In operation 802, the system can categorize the user interactions. In one embodiment, categorizing the user interactions includes associating a website or webpage into a category based on the user interactions. When monitoring user interactions in relation to auto-play of media content, the system can infer a preference for enabling auto-play. Accordingly, the system can monitor various user interactions that provide an indication for a user preferring to enable auto-play. For example, the user interaction can include allowing the auto-playing of media content to exceed a predetermined time value once presenting the media content to the user. As referred to herein, a time value can include a time interval (e.g. 10 seconds) or various other values such as percentage (e.g. viewing more than 50% of the length of the content item). As another example, the user interaction can include a user maximizing or enlarging media content within a time value of visiting the webpage. As another example, the user interaction can include playing a video within a certain time value of visiting a webpage. For instance, a user immediately wanting to play a video can provide an indication that the user may have a preference for enabling auto-play on that particular website.

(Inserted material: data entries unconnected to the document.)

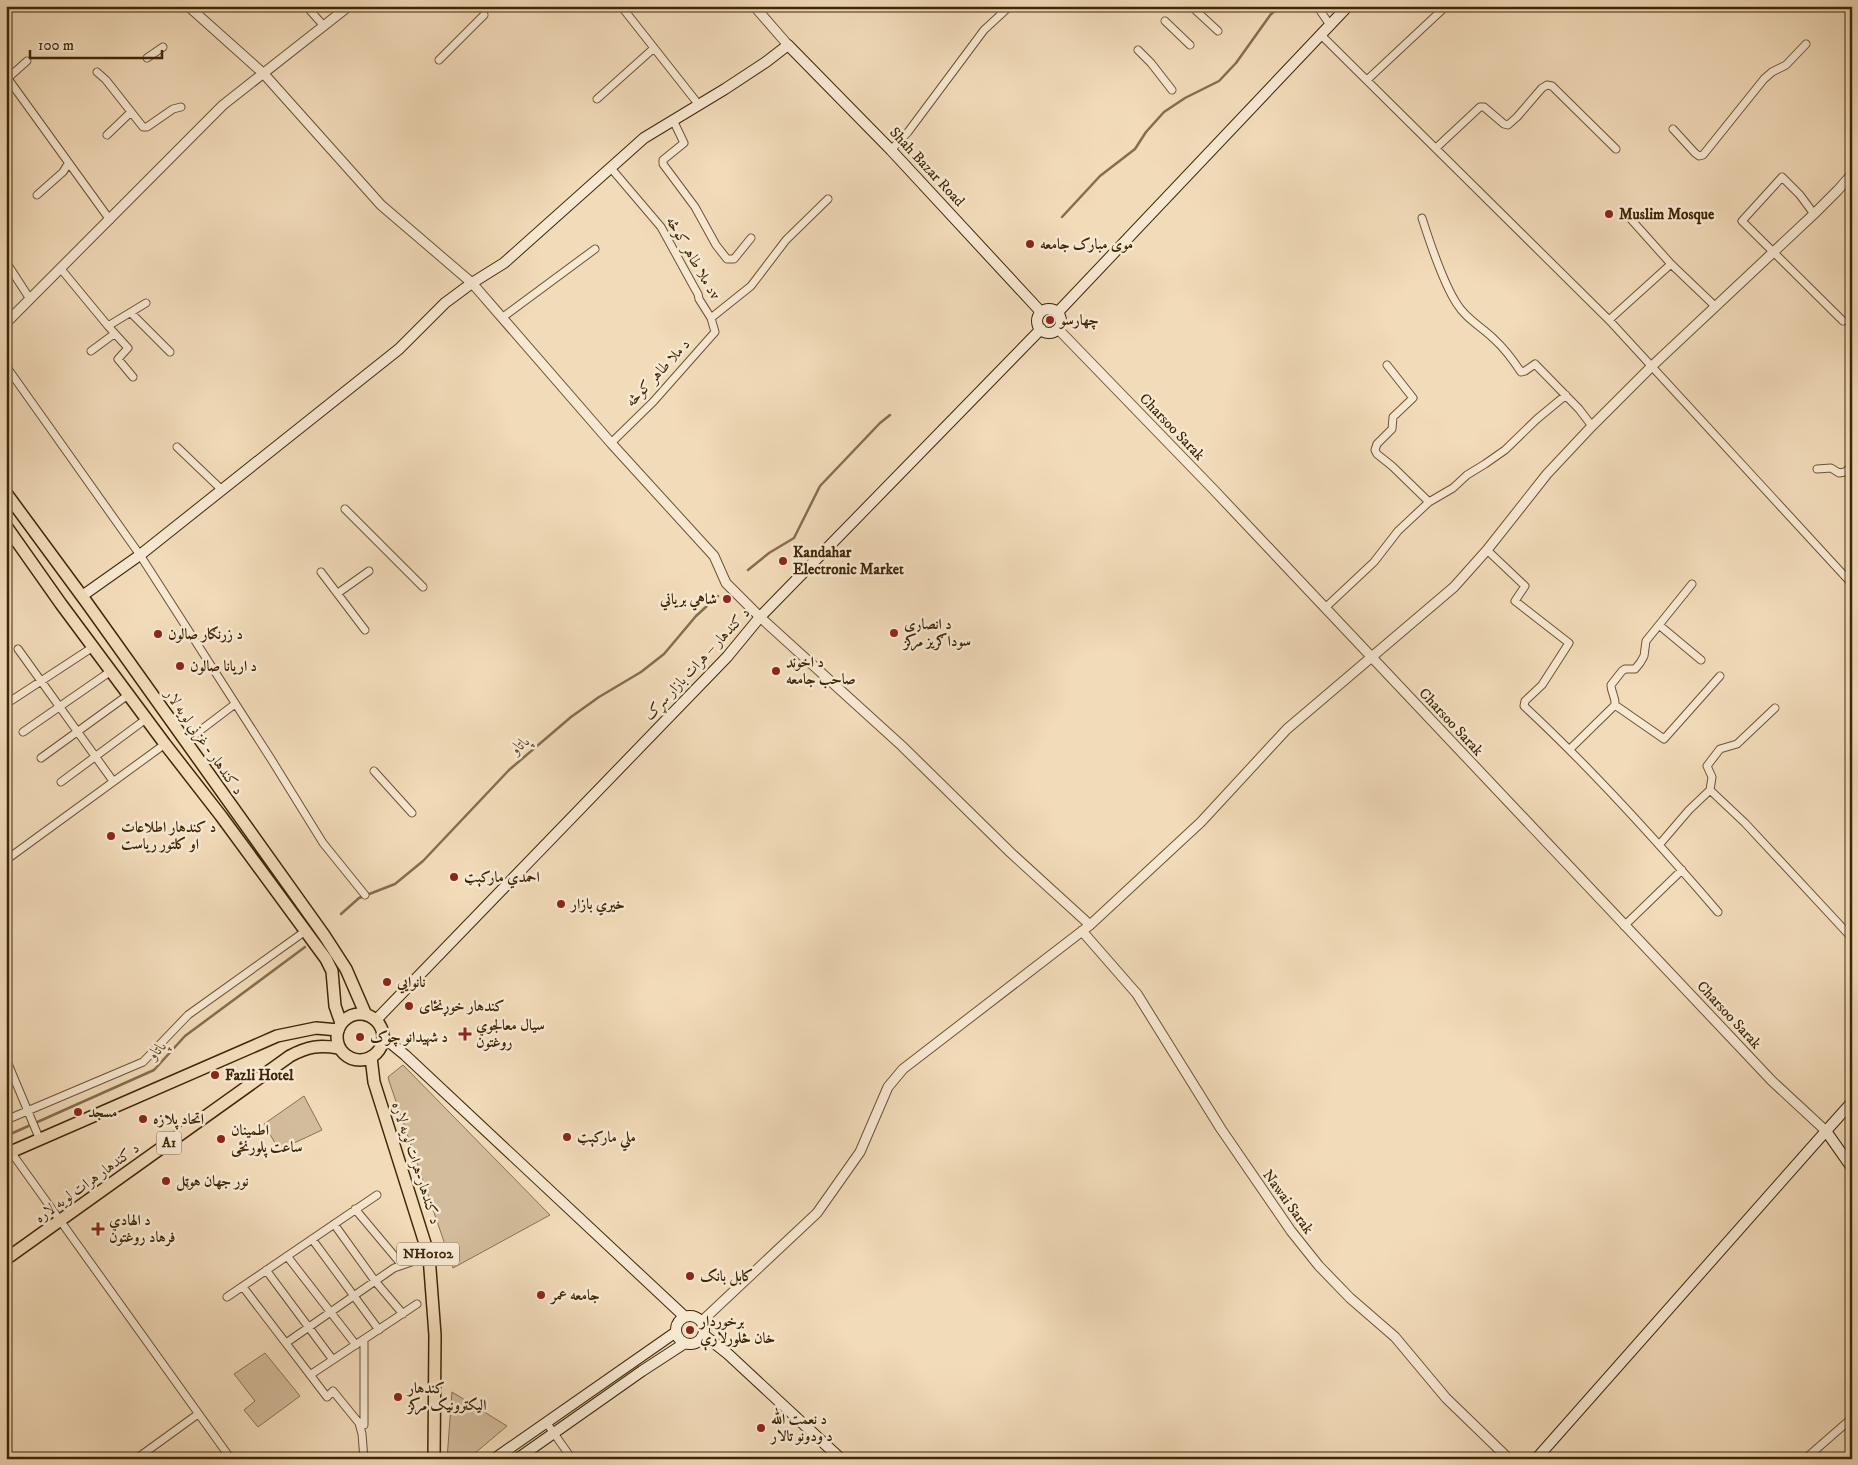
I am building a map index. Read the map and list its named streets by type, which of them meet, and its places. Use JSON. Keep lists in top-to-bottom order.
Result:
{
  "streets": {
    "main road": [
      "Shah Bazar Road",
      "د کندهار – هرات بازار سړک",
      "د کندهار - غزني لويه لار",
      "A1",
      "د کندهار-هرات لويه لاره",
      "د کندهار هرات لویه لاره",
      "NH0102"
    ],
    "street": [
      "د ملا طاهر کوڅهv",
      "د ملا طاهر کوڅه",
      "Charsoo Sarak",
      "Nawai Sarak"
    ]
  },
  "crossings": [
    ["Shah Bazar Road", "Charsoo Sarak"],
    ["Shah Bazar Road", "د کندهار – هرات بازار سړک"],
    ["د ملا طاهر کوڅهv", "د ملا طاهر کوڅه"],
    ["Charsoo Sarak", "د کندهار – هرات بازار سړک"],
    ["د کندهار – هرات بازار سړک", "د کندهار - غزني لويه لار"],
    ["د کندهار – هرات بازار سړک", "د کندهار-هرات لويه لاره"],
    ["د کندهار – هرات بازار سړک", "د کندهار هرات لویه لاره"],
    ["د کندهار - غزني لويه لار", "د کندهار-هرات لويه لاره"],
    ["د کندهار - غزني لويه لار", "د کندهار هرات لویه لاره"],
    ["د کندهار-هرات لويه لاره", "د کندهار هرات لویه لاره"]
  ],
  "water": ["پاتاو"],
  "places": {
    "other": [
      "Muslim Mosque",
      "موی مبارک جامعه",
      "چهارسو",
      "Kandahar Electronic Market",
      "شاهي برياني",
      "د انصاري سوداګریز مرکز",
      "د زرنګار صالون",
      "د اریانا صالون",
      "د اخوند صاحب جامعه",
      "د کندهار اطلاعات او کلتور رياست",
      "احمدي مارکېټ",
      "خیري بازار",
      "نانوايي",
      "کندهار خوړنځای",
      "د شهيدانو چوک",
      "Fazli Hotel",
      "مسجد",
      "اتحاد پلازه",
      "ملي مارکېټ",
      "اطمینان ساعت پلورنځی",
      "نور جهان هوټل",
      "کابل بانک",
      "جامعه عمر",
      "برخوردار خان څلورلارې",
      "کندهار الیکټرونیک مرکز",
      "د نعمت الله د ودونو تالار"
    ],
    "health": ["سيال معالجوي روغتون", "د الهادي فرهاد روغتون"]
  },
  "scale_bar": "100 m"
}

In addition, the user action can include choosing to play a video in which auto-play was disabled (e.g. via a default system setting or preference). In one embodiment, this can include choosing to play the video in which auto-play was disabled within a predetermined time value of visiting the webpage. It should be noted that the user interactions herein can be collected in an environment in which the system may automatically adjust parameters of auto-play. For example, the system can implement user preferences for enabling or disabling auto-play. As another example, the system may adjust one or more parameters such as volume, mute, size, or delaying the presentation of media content that is set to auto-play. Further non-limiting examples of setting auto-play preferences from aggregated data can be found in commonly assigned U.S. Patent Application No. 62/506,685, titled “Device, method, and graphical user interface for managing website presentation settings,” filed May 16, 2017, the entirety of which is incorporated herein by reference.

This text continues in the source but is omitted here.